I am working with a Kafka 3.6.1 cluster (KRaft mode enabled) and would like some guidance on scaling Kafka brokers and controllers. Below are the details of my setup and the steps I followed, along with some challenges encountered. So before going on production, I tested the scaling process in a 2-node test environment. ( broker and KRaft controllers on the same nodes )
Test Cluster Setup:
- Initial Configuration:
- Nodes: 2
- Controller quorum configuration on nodes: controller.quorum.voters=0@172.26.1.103:9093,1@172.26.1.189:9093
- Scaling Process:
- Added a new node (172.26.1.81).
- Configured controller.quorum.voters on the new node as: controller.quorum.voters=0@172.26.1.103:9093,1@172.26.1.189:9093,2@172.26.1.81:9093
- Started Kafka on the new node, which connected successfully as an observer in the KRaft quorum.
Issues Encountered:
- The new node was listed as an observer instead of a voter. after starting
ClusterId: mXMb-Ah9Q8uNFoMtqGrBag
LeaderId: 0
LeaderEpoch: 7
HighWatermark: 33068
MaxFollowerLag: 0
MaxFollowerLagTimeMs: 0
CurrentVoters: [0,1]
CurrentObservers: [2]
- Updating controller.quorum.voters on the old nodes caused an error:
[2024-12-02 12:04:11,314] ERROR [SharedServer id=0] Got exception while starting SharedServer (kafka.server.SharedServer)
java.lang.IllegalStateException: Configured voter set: [0, 1, 2] is different from the voter set read from the state file: [0, 1]. Check if the quorum configuration is up to date, or wipe out the local state file if necessary
at org.apache.kafka.raft.QuorumState.initialize(QuorumState.java:132)
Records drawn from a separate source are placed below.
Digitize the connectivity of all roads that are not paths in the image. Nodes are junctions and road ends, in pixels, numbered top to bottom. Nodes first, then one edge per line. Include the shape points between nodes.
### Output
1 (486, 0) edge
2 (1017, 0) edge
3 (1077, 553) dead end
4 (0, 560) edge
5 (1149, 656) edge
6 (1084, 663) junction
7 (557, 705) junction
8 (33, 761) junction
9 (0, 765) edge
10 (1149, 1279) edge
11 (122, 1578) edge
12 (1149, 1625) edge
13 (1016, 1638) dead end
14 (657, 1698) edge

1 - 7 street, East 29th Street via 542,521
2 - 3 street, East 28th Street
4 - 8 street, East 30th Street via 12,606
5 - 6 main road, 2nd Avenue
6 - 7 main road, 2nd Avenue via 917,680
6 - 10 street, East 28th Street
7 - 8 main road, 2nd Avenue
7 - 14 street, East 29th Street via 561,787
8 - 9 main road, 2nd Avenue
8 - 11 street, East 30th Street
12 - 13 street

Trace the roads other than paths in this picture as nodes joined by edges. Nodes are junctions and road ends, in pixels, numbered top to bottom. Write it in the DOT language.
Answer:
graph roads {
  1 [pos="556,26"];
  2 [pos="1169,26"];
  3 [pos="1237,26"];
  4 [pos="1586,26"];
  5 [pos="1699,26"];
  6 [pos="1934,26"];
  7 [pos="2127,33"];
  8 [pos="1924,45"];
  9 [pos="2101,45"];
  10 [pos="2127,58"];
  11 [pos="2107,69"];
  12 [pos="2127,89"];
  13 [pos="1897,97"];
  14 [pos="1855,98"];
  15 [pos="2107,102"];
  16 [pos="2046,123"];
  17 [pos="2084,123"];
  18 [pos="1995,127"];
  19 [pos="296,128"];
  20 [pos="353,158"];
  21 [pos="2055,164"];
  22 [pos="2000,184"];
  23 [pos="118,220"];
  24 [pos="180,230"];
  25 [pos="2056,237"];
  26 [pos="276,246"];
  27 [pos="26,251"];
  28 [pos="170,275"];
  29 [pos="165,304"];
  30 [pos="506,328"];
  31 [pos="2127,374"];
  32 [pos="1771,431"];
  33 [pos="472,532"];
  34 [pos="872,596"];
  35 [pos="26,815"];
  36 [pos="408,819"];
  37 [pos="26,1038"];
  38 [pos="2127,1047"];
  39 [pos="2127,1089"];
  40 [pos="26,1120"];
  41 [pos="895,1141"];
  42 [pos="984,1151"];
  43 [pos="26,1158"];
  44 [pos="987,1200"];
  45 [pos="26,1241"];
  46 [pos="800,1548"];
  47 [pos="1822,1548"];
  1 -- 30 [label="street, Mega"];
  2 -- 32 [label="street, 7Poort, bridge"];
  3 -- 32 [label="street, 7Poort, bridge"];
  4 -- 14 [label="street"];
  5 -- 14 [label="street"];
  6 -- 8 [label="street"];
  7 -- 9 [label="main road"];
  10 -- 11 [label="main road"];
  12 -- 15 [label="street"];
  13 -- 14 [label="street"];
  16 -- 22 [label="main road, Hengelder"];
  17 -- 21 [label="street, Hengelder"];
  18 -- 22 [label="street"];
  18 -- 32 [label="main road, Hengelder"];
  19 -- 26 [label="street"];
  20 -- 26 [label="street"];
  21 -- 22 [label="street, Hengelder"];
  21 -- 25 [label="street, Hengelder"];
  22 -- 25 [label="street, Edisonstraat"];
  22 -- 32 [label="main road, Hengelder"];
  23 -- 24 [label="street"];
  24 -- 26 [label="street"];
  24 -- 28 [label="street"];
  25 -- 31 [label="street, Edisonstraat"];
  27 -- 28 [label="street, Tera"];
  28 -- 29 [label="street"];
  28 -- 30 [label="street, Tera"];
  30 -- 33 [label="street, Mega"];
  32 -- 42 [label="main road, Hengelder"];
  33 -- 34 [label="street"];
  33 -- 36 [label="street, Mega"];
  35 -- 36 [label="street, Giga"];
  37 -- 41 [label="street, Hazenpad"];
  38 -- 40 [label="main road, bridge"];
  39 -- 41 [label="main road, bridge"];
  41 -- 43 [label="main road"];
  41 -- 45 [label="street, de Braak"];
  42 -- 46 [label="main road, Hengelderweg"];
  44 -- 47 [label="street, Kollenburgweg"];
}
at org.apache.kafka.raft.KafkaRaftClient.initialize(KafkaRaftClient.java:375)
at kafka.raft.KafkaRaftManager.buildRaftClient(RaftManager.scala:248)
at kafka.raft.KafkaRaftManager.<init>(RaftManager.scala:174)
at kafka.server.SharedServer.start(SharedServer.scala:260)
at kafka.server.SharedServer.startForController(SharedServer.scala:132)
at kafka.server.ControllerServer.startup(ControllerServer.scala:192)
at kafka.server.KafkaRaftServer.$anonfun$startup$1(KafkaRaftServer.scala:95)
at kafka.server.KafkaRaftServer.$anonfun$startup$1$adapted(KafkaRaftServer.scala:95)
at scala.Option.foreach(Option.scala:437)
at kafka.server.KafkaRaftServer.startup(KafkaRaftServer.scala:95)
at kafka.Kafka$.main(Kafka.scala:113)
at kafka.Kafka.main(Kafka.scala)
[2024-12-02 12:04:11,325] INFO [ControllerServer id=0] Waiting for controller quorum voters future (kafka.server.ControllerServer)
[2024-12-02 12:04:11,328] INFO [ControllerServer id=0] Finished waiting for controller quorum voters future (kafka.server.ControllerServer)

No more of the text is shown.